Later, Rachel is shown working as an agent of S.H.I.E.L.D. and sporting a new costume.

Captain America (Sam Wilson) learns of Viper's plans with the Serpent Society, who are now operating under the new name of Serpent Solutions. He visits Diamondback for information on the group. After Diamondback is attacked and stabbed by Black Racer, Captain America attempts to come to her aid. Diamondback betrays Captain America, revealing herself to be a member of the Serpent Society once again, and Captain America is captured. In the ensuing battle, Diamondback turns against Viper and helps the heroes defeat the Society.

==Related Diamondbacks==
===Debbie Bertrand===
A second Diamondback is introduced in the "Secret War" storyline. This Diamondback is Deborah "Debbie" Bertrand, an Olympic athlete and gymnast who attended the University of North Carolina. For undisclosed reasons, Bertrand purchased equipment from the Tinkerer, which he had designed for Rachel Leighton. Perhaps hoping to use Leighton's reputation to boost her own, Bertrand begins operating as Diamondback, despite Leighton still being active under that identity.

===Rachel Leighton LMD===
A third Diamondback, apparently Rachel Leighton, resurfaced as a S.H.I.E.L.D. operative, trying to rekindle her romance with Captain America while working undercover for the Red Skull. Truly loving Steve Rogers, but still willing to follow the plot, she is confronted and killed by the Red Skull, only to "resurrect" herself with a biomechanical form able to control technology. Nick Fury explains that Leighton is an advanced Life Model Decoy and decides to keep her in storage while working to restore her proper programming. Before Leighton can be restored, Iron Maniac wipes her memories and reconfigures her into an armor for his use.

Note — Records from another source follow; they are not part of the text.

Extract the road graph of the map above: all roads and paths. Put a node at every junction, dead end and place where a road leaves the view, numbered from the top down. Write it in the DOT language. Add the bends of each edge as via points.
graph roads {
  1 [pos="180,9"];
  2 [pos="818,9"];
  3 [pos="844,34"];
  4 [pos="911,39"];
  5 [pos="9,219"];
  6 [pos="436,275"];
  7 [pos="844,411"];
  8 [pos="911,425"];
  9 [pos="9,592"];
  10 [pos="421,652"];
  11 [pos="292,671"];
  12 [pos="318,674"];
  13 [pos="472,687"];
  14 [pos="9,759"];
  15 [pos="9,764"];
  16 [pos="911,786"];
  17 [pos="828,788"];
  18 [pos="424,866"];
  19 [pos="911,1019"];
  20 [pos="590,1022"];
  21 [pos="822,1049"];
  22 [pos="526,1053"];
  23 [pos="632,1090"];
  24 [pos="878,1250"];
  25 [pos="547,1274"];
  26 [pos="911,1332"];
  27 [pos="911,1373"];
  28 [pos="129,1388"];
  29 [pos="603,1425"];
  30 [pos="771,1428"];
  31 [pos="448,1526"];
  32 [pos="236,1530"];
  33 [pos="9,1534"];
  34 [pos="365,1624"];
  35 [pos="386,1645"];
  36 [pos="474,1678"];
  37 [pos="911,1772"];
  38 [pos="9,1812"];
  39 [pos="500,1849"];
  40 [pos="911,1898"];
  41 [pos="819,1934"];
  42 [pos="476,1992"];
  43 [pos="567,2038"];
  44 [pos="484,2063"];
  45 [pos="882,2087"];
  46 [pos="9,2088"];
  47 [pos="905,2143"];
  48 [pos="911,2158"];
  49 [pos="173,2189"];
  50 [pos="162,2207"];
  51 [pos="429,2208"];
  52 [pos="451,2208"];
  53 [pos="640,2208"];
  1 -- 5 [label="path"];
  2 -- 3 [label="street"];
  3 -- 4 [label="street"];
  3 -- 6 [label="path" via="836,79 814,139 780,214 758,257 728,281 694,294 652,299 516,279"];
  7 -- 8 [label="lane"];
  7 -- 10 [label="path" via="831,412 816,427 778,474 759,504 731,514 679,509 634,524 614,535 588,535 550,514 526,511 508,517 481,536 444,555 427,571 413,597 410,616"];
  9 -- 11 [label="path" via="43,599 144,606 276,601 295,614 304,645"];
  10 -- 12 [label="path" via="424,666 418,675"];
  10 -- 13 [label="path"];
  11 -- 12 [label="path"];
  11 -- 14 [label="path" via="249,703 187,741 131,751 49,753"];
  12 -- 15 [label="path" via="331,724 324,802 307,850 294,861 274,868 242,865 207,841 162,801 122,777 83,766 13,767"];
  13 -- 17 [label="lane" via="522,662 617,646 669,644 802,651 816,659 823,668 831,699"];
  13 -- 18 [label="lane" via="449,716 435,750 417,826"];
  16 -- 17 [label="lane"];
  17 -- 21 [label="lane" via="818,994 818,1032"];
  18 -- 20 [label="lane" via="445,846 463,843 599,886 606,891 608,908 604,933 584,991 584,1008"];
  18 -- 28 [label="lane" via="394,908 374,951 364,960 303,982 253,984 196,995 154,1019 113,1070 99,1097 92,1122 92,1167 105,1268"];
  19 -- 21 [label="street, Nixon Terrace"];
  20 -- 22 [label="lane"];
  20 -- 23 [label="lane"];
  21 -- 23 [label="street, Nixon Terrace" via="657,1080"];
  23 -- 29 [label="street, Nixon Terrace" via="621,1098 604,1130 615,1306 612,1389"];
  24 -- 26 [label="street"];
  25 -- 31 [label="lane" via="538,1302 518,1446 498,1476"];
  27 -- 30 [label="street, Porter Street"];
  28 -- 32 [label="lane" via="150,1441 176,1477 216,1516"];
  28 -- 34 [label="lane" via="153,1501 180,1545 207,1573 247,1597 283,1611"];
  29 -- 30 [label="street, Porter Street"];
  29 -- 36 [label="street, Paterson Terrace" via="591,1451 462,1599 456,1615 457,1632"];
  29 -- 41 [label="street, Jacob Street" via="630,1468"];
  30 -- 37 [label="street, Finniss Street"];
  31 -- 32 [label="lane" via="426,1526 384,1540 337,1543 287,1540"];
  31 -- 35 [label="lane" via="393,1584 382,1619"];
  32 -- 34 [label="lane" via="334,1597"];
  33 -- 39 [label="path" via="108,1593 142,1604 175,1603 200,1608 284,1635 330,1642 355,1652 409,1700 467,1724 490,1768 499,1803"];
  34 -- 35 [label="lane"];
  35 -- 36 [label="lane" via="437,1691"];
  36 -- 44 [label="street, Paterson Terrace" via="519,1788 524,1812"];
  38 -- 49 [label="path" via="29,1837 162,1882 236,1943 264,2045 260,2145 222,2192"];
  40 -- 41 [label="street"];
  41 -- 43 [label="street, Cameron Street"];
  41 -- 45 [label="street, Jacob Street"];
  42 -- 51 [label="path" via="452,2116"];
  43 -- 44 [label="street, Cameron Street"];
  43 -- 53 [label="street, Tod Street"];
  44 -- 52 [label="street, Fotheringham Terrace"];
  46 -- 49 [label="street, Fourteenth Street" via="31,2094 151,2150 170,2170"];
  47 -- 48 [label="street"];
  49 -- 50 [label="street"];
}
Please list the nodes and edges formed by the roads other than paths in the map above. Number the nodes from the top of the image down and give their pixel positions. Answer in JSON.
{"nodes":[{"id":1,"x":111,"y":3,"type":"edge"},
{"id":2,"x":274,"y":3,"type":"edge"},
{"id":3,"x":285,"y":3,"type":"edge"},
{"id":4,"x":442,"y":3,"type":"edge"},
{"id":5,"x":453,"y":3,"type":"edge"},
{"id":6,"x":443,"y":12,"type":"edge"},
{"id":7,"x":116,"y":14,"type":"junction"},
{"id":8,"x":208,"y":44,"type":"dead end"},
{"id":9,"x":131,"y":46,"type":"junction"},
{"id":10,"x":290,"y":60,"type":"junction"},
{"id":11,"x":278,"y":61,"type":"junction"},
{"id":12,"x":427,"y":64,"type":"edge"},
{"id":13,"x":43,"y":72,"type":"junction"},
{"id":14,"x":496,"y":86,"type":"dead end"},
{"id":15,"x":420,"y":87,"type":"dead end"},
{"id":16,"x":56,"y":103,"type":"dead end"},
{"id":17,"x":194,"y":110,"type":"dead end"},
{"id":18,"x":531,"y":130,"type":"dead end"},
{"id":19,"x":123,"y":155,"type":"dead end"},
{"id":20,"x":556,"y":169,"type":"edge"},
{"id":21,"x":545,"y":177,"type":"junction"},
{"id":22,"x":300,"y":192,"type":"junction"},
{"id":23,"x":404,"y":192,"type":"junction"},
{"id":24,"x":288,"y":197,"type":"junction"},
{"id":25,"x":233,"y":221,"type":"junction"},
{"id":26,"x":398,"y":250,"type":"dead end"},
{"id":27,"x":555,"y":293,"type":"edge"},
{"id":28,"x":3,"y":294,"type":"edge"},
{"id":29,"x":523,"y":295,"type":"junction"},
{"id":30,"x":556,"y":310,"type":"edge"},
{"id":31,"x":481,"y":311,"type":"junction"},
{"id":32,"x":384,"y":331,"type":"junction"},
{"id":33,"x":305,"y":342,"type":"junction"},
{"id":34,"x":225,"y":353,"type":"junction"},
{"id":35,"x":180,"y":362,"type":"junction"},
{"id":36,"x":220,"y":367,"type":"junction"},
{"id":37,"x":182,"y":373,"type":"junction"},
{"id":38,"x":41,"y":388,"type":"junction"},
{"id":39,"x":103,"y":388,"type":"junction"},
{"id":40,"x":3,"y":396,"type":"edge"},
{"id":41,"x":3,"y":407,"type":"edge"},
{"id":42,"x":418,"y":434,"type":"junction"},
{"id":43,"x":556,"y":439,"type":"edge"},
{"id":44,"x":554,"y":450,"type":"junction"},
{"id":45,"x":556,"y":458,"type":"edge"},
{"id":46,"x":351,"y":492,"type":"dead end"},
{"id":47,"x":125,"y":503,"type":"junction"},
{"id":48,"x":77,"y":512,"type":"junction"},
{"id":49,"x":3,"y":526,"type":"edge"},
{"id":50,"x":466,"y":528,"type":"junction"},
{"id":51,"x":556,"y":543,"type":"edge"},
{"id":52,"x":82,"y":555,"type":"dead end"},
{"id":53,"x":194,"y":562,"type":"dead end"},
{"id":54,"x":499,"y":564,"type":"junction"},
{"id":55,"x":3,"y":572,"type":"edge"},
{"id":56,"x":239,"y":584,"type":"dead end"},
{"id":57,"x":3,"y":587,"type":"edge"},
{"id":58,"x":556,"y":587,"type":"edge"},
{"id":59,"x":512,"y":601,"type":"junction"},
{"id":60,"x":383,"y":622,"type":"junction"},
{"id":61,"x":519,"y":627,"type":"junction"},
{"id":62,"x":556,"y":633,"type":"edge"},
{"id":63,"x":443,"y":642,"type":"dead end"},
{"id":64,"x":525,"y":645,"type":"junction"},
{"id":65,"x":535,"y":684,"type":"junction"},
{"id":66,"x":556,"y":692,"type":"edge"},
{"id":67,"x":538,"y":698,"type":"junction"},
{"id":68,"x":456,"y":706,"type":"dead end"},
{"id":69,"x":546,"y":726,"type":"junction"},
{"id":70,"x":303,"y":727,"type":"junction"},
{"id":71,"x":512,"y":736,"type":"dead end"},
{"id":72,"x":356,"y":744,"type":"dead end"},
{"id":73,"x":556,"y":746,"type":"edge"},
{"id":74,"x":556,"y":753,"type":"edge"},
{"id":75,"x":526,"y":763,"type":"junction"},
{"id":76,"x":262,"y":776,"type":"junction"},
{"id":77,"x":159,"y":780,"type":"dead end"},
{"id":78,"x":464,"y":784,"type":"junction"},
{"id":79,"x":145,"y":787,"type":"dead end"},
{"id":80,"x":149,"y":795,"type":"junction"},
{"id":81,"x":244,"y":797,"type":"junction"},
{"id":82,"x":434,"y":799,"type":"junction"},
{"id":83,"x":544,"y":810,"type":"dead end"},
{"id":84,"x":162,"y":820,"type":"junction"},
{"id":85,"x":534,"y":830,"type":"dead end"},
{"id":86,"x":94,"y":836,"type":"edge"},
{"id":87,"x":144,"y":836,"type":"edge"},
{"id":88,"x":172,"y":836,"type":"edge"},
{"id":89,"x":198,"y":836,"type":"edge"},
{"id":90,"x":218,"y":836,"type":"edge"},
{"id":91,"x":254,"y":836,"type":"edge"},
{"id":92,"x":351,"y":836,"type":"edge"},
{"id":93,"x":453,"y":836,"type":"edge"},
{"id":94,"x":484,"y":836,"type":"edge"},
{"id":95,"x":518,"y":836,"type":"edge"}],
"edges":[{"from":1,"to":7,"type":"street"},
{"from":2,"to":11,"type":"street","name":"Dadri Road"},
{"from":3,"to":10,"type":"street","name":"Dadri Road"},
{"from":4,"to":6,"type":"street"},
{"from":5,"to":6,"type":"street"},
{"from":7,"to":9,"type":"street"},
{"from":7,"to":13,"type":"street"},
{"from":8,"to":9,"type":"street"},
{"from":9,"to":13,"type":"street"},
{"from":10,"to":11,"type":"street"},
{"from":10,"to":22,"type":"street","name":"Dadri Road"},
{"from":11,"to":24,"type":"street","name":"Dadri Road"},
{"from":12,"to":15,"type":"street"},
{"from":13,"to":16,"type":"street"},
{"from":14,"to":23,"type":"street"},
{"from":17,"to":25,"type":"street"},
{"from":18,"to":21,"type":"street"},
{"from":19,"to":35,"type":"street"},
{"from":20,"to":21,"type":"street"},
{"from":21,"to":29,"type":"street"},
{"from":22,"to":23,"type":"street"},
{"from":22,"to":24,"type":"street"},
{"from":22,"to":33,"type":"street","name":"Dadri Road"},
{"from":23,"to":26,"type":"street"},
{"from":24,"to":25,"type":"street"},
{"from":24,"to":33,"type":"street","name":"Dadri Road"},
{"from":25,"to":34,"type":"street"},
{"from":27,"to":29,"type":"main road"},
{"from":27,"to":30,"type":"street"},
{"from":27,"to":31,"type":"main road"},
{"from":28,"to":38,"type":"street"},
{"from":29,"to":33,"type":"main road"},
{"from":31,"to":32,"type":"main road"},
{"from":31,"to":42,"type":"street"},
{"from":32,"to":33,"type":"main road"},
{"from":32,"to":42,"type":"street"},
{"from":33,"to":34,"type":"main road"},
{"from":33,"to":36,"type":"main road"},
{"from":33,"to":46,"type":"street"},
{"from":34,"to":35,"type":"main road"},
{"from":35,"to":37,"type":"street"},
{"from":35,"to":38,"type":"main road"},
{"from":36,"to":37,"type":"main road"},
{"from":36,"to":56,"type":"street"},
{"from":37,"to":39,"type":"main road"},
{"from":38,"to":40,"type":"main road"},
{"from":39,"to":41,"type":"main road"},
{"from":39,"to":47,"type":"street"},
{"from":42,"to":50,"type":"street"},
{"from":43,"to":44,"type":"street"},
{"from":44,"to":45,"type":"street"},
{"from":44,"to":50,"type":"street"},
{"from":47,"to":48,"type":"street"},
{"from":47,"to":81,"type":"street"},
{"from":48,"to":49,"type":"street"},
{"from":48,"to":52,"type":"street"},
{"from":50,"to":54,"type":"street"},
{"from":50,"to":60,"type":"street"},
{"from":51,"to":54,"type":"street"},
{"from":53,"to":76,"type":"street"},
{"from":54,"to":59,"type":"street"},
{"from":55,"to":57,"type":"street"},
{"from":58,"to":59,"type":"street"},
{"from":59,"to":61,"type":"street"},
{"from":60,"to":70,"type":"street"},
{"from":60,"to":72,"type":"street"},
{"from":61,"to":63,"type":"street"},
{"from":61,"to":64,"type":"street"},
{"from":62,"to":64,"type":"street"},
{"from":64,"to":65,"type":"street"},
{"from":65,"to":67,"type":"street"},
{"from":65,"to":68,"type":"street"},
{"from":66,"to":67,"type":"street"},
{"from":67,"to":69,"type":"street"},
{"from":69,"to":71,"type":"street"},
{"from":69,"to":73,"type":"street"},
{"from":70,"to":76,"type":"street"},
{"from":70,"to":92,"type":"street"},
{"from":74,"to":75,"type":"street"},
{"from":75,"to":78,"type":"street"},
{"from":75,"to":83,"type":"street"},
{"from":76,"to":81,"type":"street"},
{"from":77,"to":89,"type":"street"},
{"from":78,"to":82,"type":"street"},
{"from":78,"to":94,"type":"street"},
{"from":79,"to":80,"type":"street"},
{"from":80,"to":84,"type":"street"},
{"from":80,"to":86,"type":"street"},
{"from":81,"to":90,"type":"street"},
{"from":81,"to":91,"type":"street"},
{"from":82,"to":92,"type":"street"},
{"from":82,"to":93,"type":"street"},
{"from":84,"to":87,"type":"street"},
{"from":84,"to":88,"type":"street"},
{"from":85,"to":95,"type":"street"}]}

===Hobgoblin's Diamondback===
While regaining his franchises, Roderick Kingsley sells one of Diamondback's old costumes to an unnamed female criminal, who is trained to replace her.

==Powers and abilities==
Rachel Leighton is an athletic woman with no superhuman powers. She has skill in gymnastics, and at pitching small ballistic objects with great accuracy, and at piloting small aircraft. She also has knowledge of general street-fighting techniques, and some jujitsu. Leighton wears a costume of synthetic stretch fabric backed by Kevlar weave, with two biceps-belts and two thigh-belts for carrying throwing diamonds, concealed pockets in the boot tops, boot-heels, glove tops, and brassiere for other throwing diamonds, and throwing diamond earrings. Her personal weaponry consists of throwing diamonds, which are actually 4 in hollow zirconium octahedrons (though not made of diamond, they are shaped like diamonds) containing various substances; spent uranium, plastic explosives, nitric acid, tear gas, smoke, curare-derived narcotics, etc. Her equipment was originally designed and manufactured by the Trapster, but her later design and manufacture was by the Tinkerer.

== Reception ==

=== Accolades ===

- In 2020, Scary Mommy included Rachel Leighton in their "195+ Marvel Female Characters Are Truly Heroic" list.
- In 2022, Screen Rant included Rachel Leighton in their "10 Best Anti-Heroes Not Yet In The MCU" list.

==Other versions==
An alternate universe version of Rachel Leighton / Diamondback from Earth-1610 appears in All-New Ultimates #1. This version is a teenage delinquent and a member of the Serpent Skulls gang.

==In other media==
===Television===
- Diamondback appears in Marvel Disk Wars: The Avengers, voiced by Naomi Shindō in the Japanese dub and Rachel Robinson in the English dub. This version is the partner of Rosetta Riley and a member of the Serpent Society.
- Diamondback appears in the Marvel Future Avengers episode "Mission Black Market Auction", voiced by Naomi Shindō in the Japanese dub and Courtenay Taylor in the English dub. This version is a member of B.A.D. Girls, Inc.

===Film===
Diamondback was meant to appear in Captain America: Brave New World, portrayed by Rosa Salazar, before her scenes were cut.

===Video games===
- Diamondback appears as a boss in Marvel Ultimate Alliance 2, voiced by Jameela McMillan.
- Diamondback appears as an unlockable playable character in Lego Marvel's Avengers.